Auch wenn es nicht so ist, muss man sich dieser Sache stellen.

In der Drucksache 5/76 habe ich übrigens am 22. November des Jahres 2006 zu diesen Dingen hier auch schon gesprochen.

(Harry Glawe, CDU: Sehr gut.)

Kein Ohr von Ihnen, alles Blödsinn, alles Quatsch, alles Populismus! Ich bitte Sie dringend, darüber nachzudenken, wie Sie heute dazu stehen. Auch damals schon haben Menschen festgestellt, und zwar 73 Prozent unserer befragten Bundesbürger, dass die Kinder zumindest einen so hohen Regelsatz benötigen wie Erwachsene. Sie sind keine zu klein geratenen Erwachsenen, es sind Individuen, die einen Anspruch haben auf Bildung, die einen Anspruch haben auf Kultur, und da diese Regelleistungen ja jetzt für Kinder und Erwachsene angemahnt werden, natürlich auch auf politische und gesellschaftliche Teilhabe. Das steht alles in den Regelleistungen nicht drin. Es ist also falsch gewesen, das von Anfang an auszusparen, denn mit kleinen Veränderungen ist das nicht gemacht.

Sie werden verstehen, dass wir als LINKE gestärkt aus diesem Urteil herausgehen. Das, was wir Ihnen schon jahrelang gesagt haben, haben wir jetzt schwarz auf weiß als Gerichtsurteil. Natürlich hat das Gericht keine Festlegungen getroffen, wie hoch die Regelsätze sein müssen. Das kann das Gericht nicht und das will es auch gar nicht, dazu sind nämlich wir da, wir, die wir gewählt sind von den Menschen, die letztendlich mit dem, was beschlossen wird, leben müssen oder auch nicht leben können, weil die richtige Lage nicht erfasst wurde.

(Zuruf von Harry Glawe, CDU)

Problematisch wird natürlich für Sie die Aktion in Richtung Änderung der Regelsätze des SGB II, des Hartz-IV-Gesetzes sowieso, das ist uns klar, denn Sie sind in einem völlig falschen Ansatz verhaftet und Reförmchen werden es nicht machen. Armut per Gesetz ist falsch und muss abgeschafft werden! Das wissen wir nun eigentlich alle, nun muss gehandelt werden.

(Dr. Armin Jäger, CDU: Ja, durch den Bundestag.)

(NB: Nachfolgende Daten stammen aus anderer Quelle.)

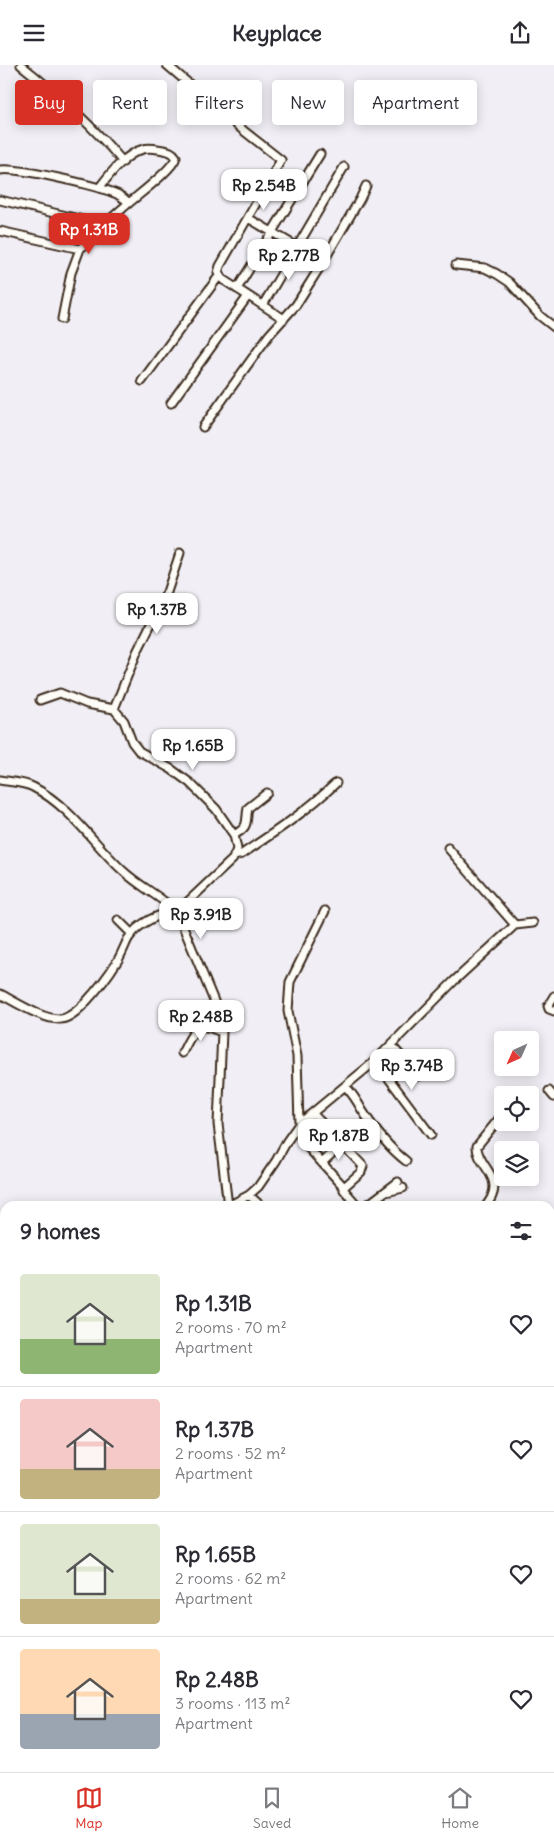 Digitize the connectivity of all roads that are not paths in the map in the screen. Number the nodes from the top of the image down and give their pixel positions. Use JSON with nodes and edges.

Schon vor Hartz IV haben Menschen an der Armutsgrenze gelebt, und zwar durch Arbeitslosenhilfe und durch Sozialhilfe. Nun hat aber eine Rechnung ergeben, dass nach Hartz IV 61 Prozent der Menschen, die schon Arbeitslosenhilfe und Sozialhilfe hatten, noch weniger bekommen. Noch mal der Hinweis: Die Gerichte haben hier Recht und Gesetz gesprochen, es muss gehandelt werden!

Übrigens waren nur vier Prozent der Menschen in den Umfragen dafür, dass die Regelsätze zu hoch sind und sie noch gekürzt werden müssen. Nach meiner Meinung muss das wohl der harte Kern der FDP gewesen sein, denn wie wir von Herrn Dr. Westerwelle erfahren haben, lief er gleich los, um nach dem Urteil des Gerichtes uns allen anzutragen, dass natürlich das Lohnabstandsgebot ordentlich eingehalten werden müsse und es nicht sein kann, dass Hilfeempfänger mehr Geld bekommen. Natürlich hatte er in keiner Art und Weise in seinen Gedanken, dass vielleicht der Mindestlohn eingeführt werden müsste, damit wir es hier nicht mehr mit Dumpinglöhnen zu tun haben, sondern er wollte einfach die Regelsätze kürzen, und das angesichts der allgemeinen Negierung und angesichts des Verfassungsgerichtsurteils.

Seit dem 11.02. dieses Jahres haben wir es nun allerdings auch noch mit einer altrömischen dekadenten Diskussion zu tun. Da frage ich mich natürlich ganz besorgt, wer wohl dieser altrömische Feldherr ist, der noch trunken von seinem letzten Sieg – er meint damit wahrscheinlich seinen Wahlsieg, der schon eine Weile her ist – nun nicht richtig einschätzen kann, was wo wie tun. Vielleicht ist er auch überfordert, aber das ist meine Einschätzung.